No one would ever describe subway platforms as cheery, but a new report says most in the system are downright dreary. NY1's Jose Martinez filed the following report.
The trash is overflowing , the paint's peeling, and the rats sometimes come out of hiding.
A new Straphangers Campaign review of every subway platform in the city says that's what riders have to endure at some stations.
"This is what riders experience on a daily basis," said Cate Contino of Straphangers Campaign. "This is the way they start and end their day.
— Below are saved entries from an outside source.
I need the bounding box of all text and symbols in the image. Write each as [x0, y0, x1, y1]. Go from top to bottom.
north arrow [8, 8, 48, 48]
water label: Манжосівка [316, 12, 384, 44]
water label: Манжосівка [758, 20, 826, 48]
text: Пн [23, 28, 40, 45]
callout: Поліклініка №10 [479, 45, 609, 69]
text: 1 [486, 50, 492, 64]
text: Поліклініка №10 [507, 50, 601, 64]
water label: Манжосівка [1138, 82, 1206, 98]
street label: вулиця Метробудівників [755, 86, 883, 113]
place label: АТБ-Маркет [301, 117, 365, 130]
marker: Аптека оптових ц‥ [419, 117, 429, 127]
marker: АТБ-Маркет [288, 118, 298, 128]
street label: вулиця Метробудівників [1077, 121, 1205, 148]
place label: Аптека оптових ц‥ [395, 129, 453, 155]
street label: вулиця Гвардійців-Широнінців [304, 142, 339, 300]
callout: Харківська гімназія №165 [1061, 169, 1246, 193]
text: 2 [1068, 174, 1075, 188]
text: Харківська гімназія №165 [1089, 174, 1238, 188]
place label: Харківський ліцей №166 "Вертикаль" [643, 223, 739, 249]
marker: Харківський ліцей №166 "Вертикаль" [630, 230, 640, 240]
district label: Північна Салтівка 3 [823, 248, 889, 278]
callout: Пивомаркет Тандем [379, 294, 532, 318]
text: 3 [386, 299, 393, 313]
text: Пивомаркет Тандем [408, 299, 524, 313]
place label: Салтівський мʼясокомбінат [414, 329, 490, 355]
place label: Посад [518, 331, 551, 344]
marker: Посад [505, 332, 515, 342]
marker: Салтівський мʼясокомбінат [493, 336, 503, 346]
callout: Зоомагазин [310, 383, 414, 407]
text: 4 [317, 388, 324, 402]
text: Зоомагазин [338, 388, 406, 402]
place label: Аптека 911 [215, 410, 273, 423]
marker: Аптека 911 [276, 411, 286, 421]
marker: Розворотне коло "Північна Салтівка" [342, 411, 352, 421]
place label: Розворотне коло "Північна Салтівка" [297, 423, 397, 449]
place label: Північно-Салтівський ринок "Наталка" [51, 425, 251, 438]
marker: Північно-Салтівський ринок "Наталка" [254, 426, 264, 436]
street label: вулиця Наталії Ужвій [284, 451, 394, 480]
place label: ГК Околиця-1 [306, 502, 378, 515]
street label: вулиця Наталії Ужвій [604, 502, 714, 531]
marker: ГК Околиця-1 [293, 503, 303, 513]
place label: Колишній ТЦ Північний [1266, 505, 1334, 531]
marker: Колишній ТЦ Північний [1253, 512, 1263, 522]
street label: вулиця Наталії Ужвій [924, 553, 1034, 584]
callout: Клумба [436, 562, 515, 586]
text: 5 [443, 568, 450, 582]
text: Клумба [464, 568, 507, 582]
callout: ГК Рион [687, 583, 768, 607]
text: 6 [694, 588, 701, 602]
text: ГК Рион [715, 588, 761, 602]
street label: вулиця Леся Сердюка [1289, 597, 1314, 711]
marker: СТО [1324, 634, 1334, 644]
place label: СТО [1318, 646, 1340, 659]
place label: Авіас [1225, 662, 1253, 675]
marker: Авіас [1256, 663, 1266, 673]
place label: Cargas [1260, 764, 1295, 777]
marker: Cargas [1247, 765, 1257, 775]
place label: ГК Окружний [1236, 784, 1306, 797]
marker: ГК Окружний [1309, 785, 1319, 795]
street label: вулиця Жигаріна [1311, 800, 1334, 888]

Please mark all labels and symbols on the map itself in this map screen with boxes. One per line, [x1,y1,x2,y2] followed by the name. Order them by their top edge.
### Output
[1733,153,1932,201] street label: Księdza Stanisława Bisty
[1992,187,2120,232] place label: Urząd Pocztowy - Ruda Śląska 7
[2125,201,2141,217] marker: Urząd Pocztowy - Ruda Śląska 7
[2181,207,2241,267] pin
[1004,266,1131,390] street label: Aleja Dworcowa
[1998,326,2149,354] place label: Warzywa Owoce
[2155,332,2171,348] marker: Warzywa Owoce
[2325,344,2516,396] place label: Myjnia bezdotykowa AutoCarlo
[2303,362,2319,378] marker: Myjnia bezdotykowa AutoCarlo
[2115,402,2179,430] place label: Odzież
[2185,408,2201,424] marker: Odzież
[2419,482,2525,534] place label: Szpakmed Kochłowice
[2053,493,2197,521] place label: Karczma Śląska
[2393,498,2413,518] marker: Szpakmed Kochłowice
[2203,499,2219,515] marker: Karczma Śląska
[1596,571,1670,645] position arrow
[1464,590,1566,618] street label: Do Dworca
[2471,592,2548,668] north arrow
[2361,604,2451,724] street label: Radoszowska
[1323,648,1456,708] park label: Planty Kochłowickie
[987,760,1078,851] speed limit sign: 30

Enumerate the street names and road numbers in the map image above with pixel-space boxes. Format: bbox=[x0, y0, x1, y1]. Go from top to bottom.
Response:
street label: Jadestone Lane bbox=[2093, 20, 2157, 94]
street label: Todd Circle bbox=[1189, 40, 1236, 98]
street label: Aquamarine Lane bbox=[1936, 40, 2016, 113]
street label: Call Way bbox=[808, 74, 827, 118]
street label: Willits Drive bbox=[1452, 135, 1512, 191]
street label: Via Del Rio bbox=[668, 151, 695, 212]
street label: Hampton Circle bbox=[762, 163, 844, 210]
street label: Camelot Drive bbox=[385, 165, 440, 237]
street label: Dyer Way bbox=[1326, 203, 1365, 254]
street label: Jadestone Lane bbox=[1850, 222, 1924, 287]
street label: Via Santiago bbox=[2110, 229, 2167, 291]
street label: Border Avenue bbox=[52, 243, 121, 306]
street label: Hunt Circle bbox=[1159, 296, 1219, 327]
It's not really a pleasant experience for a lot of people."
The group found that 82 percent of the 525 underground platforms suffer from substantial water damage, and that 74 percent of those have peeling paint.
While overflowing trash cans were spotted at just 30 of the 862 platforms system-wide, there were bigger problems with broken light fixtures, exposed wiring and missing tiles.
Rats made appearances on 66 underground platforms, the group found.
"You're on a rat race trying to get to work, and I'm pretty sure you don't want to see a rat running alongside of you," said Jason Chin-Fatt of Straphangers Campaign. "Areas like broken light fixtures on the subway platforms makes it pretty dark and dreary."
The MTA said it repaired more than 39,000 defects like those in stations in 2012, and that more than 53,000 should be fixed this year.
While platforms at some subway stations sparkle, at least in the New York sense of the word, at the Chambers Street station on the J and Z line, riders say they feel like they've stepped back in time. The station has missing tiles, water damage and few fans.
"It's disgusting," said one person. "The poles are all chipped. It's gross. There's rats everywhere. I don't even know why I'm paying so much."
"You can see where the water come down from the upper level or the street," said another. "It's been like this for years."
The MTA says that service and safety, not pretty surroundings, are its priorities.
"The elements outlined in the Straphangers report would be incredibly costly to maintain in pristine, perfect condition," said MTA spokesperson Kevin Ortiz.
Replacing missing tiles near train tracks, for instance, would require taking that track out of service.
"We make those repairs when we need to as part of an overall station rehab project, but we can't go in there every other day to fix a missing tile," Ortiz said. "It wouldn't make any sense."
So deal with it, riders. You are, after all, gritty New Yorkers.